Determine your overall goals, needs and expectations

Regardless of your choice – and prior to selecting a suitable LMS or LMS alternative – you must list the features that are important to your institution. And you must separate needs from wants and wishes. In addition, you need to determine what impact the selection may have on your current operation. For example, will the LMS solution:

  • provide the reliability/stability, flexibility, scalability, and security the institution needs?
  • easily integrate with existing systems — both software and hardware?
  • require IT staff to receive additional training? If training is required, can it be provided online and how much will it cost?
  • necessitate the hiring of additional staff with skill sets that differ from those possessed by existing staff? How many staff will be needed to support the LMS solution?
  • require extensive maintenance and support over time? Do vendors offer tiered support plans that can be covered by existing budgets?

(Seb Schmoller, Educause Review)


2. Think of your end user and include them in the decision-making

Try to avoid starting with the technical requirements and then forcing administrators, teachers, and students to buy into those requirements with little input about what they think of them.

(Katie Ash, EdWeek)

Introducing or replacing an institutional learning management system (LMS) should involve all stakeholders. Although information and educational technology staff obviously play a key role in the LMS selection process, the successful addition or change in an LMS requires collaboration among IT personnel and the academic staff, as well as the consideration of students’ needs.

(Seb Schmoller, Educause Review)


3. Pilot the systems on offer

As you continue to evaluate the finalists, you may ask for a trial version of the LMS software or access to a ‘sandbox’ installation where you can explore the finalist products. Hands-on exploration will give you a better sense of the user-interface design, features, and capabilities of the product.

(Steve Foreman, Learning Solutions Magazine)

You can get a clear sense of how well the learning management system will adapt to your current and upcoming needs during a live demo or trial run. It is essential to ask the vendor about testing the product before you purchase. This can help you to avoid costly trial and error, given that you will be able to see which features are going to be truly beneficial and which may be unnecessary. During your trial you can also gauge whether or not the scalability is in line with the expected growth of your organisation, and if its flexibility, customisation and usability is what you need to achieve desired eLearning outcomes.

(Christopher Pappas,

4. Talk to others who are using them

You learn so much through collaboration with people who are already in this space. They tell you what to look for and the things that went well in the rollout, as well as things they wish they would have improved upon.

(Katie Ash, EdWeek)

5. Cloud-based, open source or proprietary?

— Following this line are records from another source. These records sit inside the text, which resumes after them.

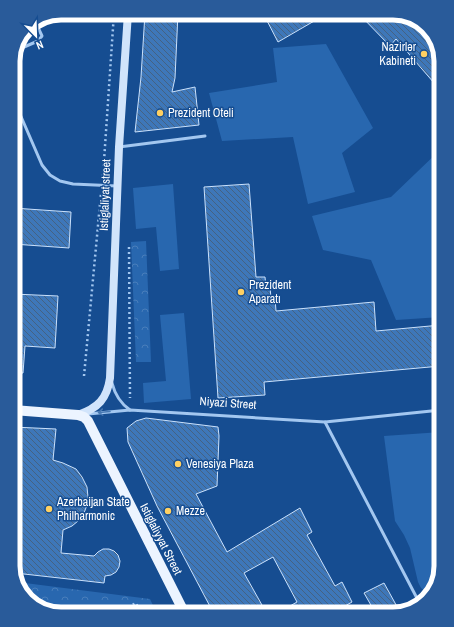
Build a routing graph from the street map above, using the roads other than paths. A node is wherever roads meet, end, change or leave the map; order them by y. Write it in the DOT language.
graph roads {
  1 [pos="128,20"];
  2 [pos="38,27"];
  3 [pos="22,48"];
  4 [pos="20,114"];
  5 [pos="205,136"];
  6 [pos="119,147"];
  7 [pos="118,186"];
  8 [pos="110,378"];
  9 [pos="130,410"];
  10 [pos="20,411"];
  11 [pos="434,411"];
  12 [pos="78,415"];
  13 [pos="325,422"];
  14 [pos="417,599"];
  15 [pos="181,607"];
  1 -- 6 [label="main road, Istiglaliyat street"];
  2 -- 3 [label="lane"];
  4 -- 7 [label="lane"];
  5 -- 6 [label="lane"];
  6 -- 7 [label="main road, Istiglaliyat street"];
  7 -- 8 [label="main road, Istiglaliyat street"];
  8 -- 9 [label="lane"];
  8 -- 12 [label="main road, Istiglaliyat street"];
  9 -- 12 [label="lane, Niyazi Street, one-way"];
  9 -- 13 [label="lane, Niyazi Street"];
  10 -- 12 [label="main road, Niyazi Street"];
  11 -- 13 [label="lane, Niyazi Street"];
  12 -- 15 [label="main road"];
  13 -- 14 [label="lane"];
}
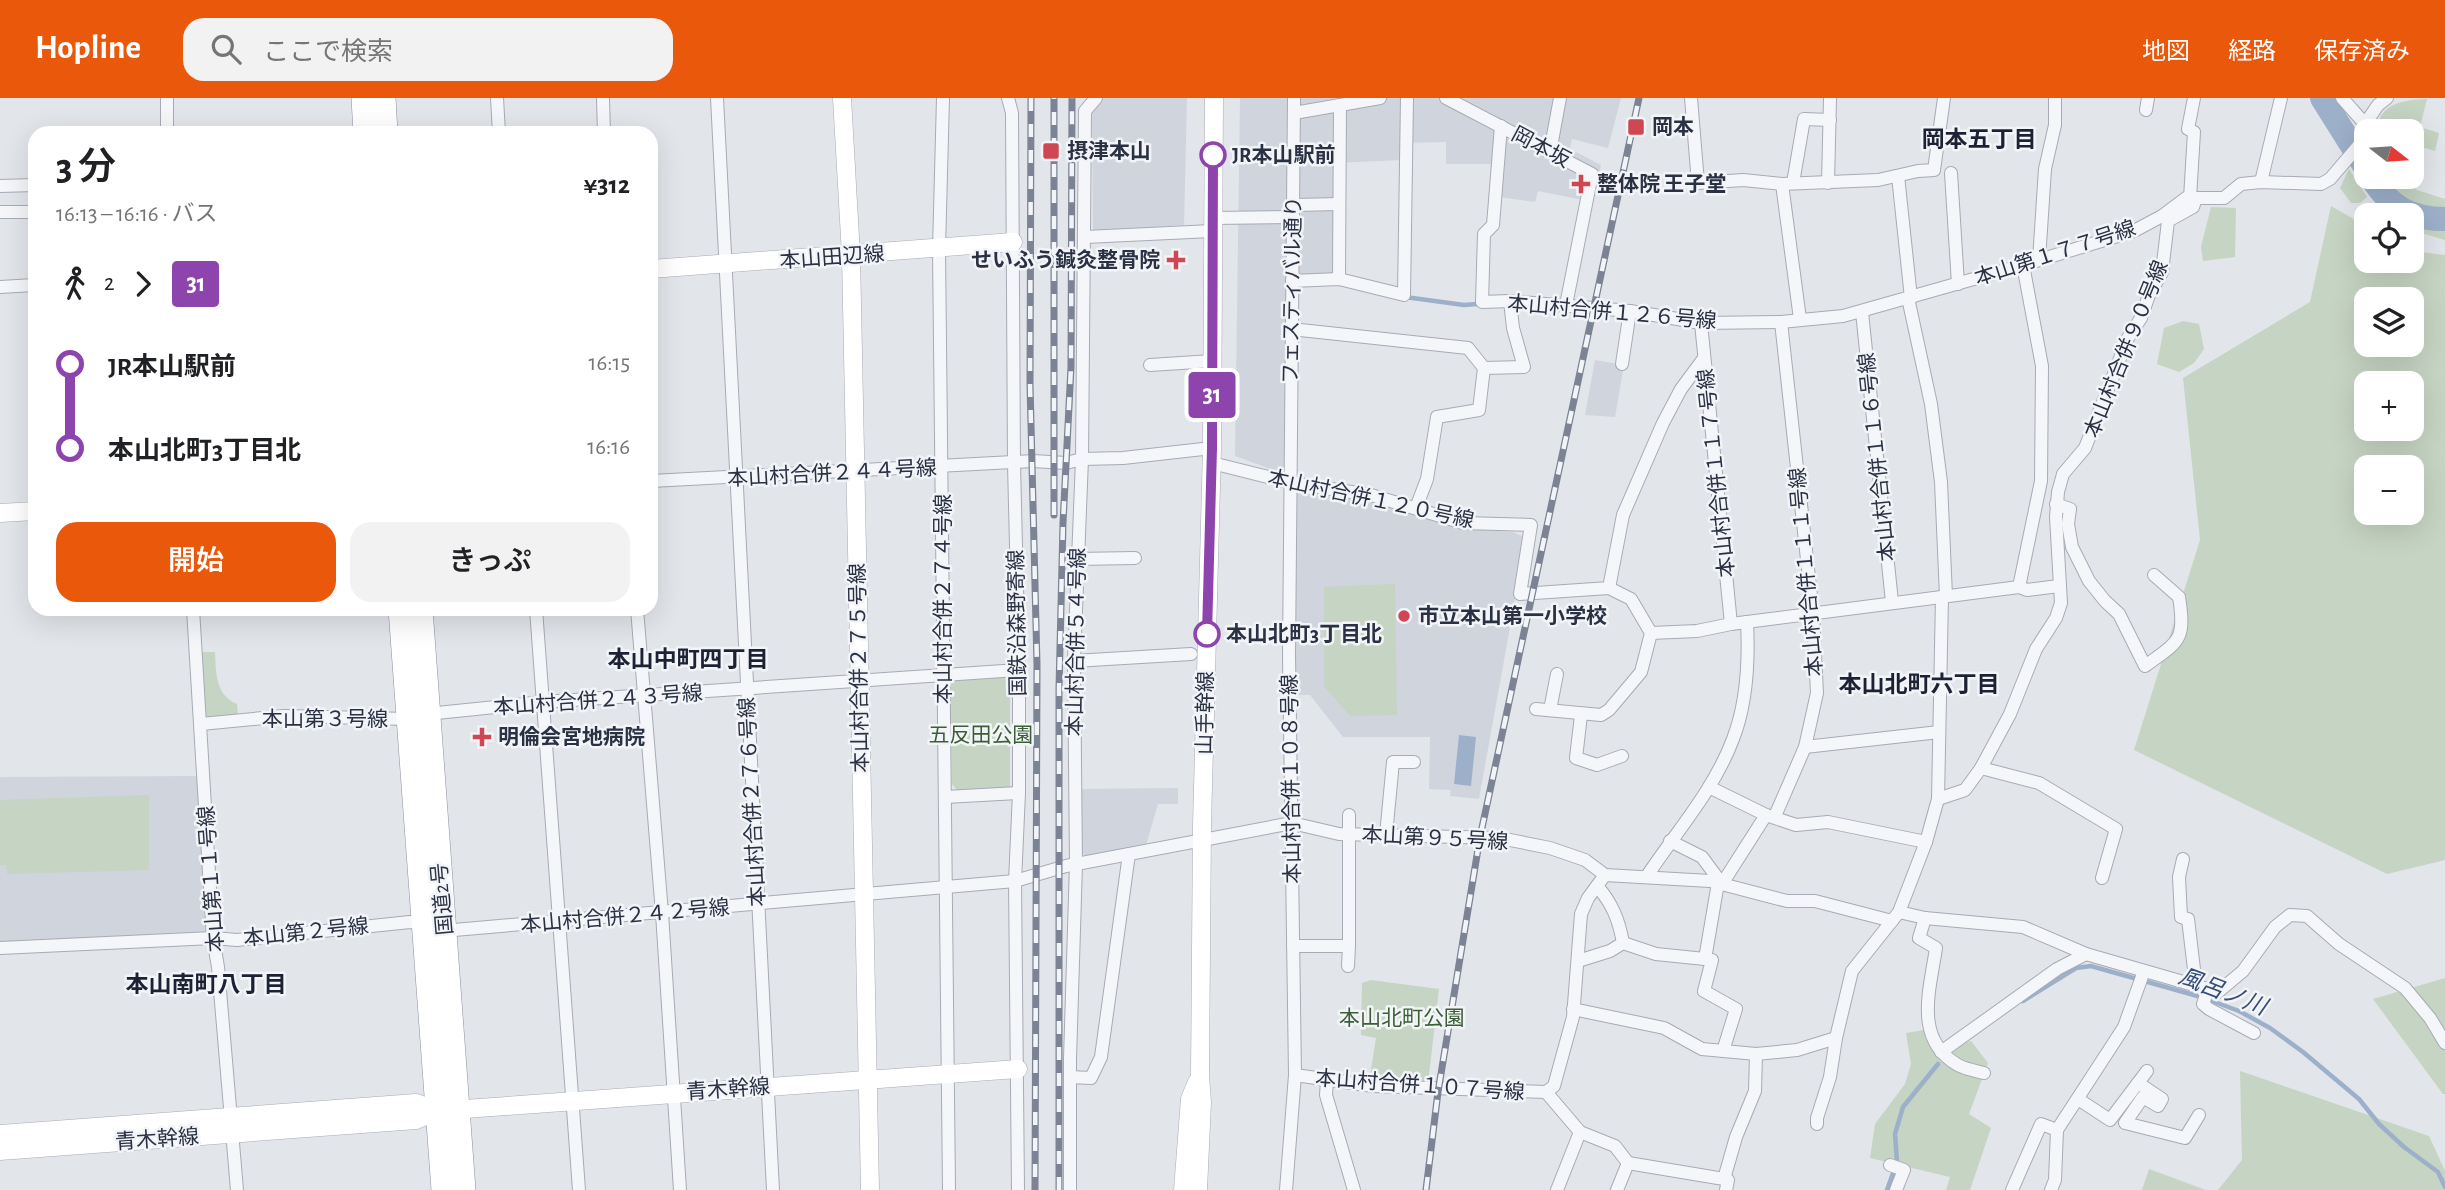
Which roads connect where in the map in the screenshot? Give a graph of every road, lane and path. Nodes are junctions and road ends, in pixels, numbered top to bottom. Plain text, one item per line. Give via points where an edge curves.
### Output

Deciding whether to obtain a proprietary, open-source, or cloud-based LMS is like choosing a religion — it depends on what you believe in. Depending on your educational priorities and how the software is configured, any of the three forms might meet your needs. In any case, use care in making general statements about proprietary versus open source LMS software, as they share many advantages and disadvantages.

(Seb Schmoller, Educause Review)

People coming to the tertiary sector now are used to working anytime, anywhere, any device. They come with their own tools, their own emails – why would they want to change to infrastructure that’s different from the way they work. So they don’t want to be restricted by server technology.

(Igor Matich, Dynamo6)

6. What features will you need?

It’s important to enter the discussion with an idea of what students, teachers, and administrators need from the system. Group options into three categories – don’t need, nice-to-have, and must-have – to narrow the choices and avoid paying for features that aren’t needed or won’t be used.

(Katie Ash, EdWeek)

A learning management system may be perfect for your learning and development needs today, but will it be tomorrow? Ideally, you’ll want to choose a learning management system that is going to offer you the features and functionality you need now and in the future. Is it easy to update and maintain over time? Will you be able to integrate other tools and technologies into the platform?

(Christopher Pappas,

7. How much support will you need?

Does the company offer round the clock support? Are they going to be able to troubleshoot problems that you may encounter with the LMS in the future? Ask the LMS vendor about the support services that come with your LMS package to ensure that you have access to the help you need to make the most of your new LMS.

(Christopher Pappas,

Complex systems often end up adapted to tasks they may not have been specifically designed for. In such a situation it is always a good idea to have a knowledgeable support representative available to ask questions, brainstorm and evaluate the solutions you come up with.


8. Consider the cost

All schools must take the cost of LMS into consideration as they are all constrained by budget. How much you are willing to spend should depend upon how long you will be committed to using the LMS, and the results you expect to gain. Some LMSs offer free accounts to entice you to sign up, but there is always a hidden cost lurking around the corner. Therefore do your homework to determine if the cost of the LMS is worth the results you will get. The answer should always be the determining factor for buying.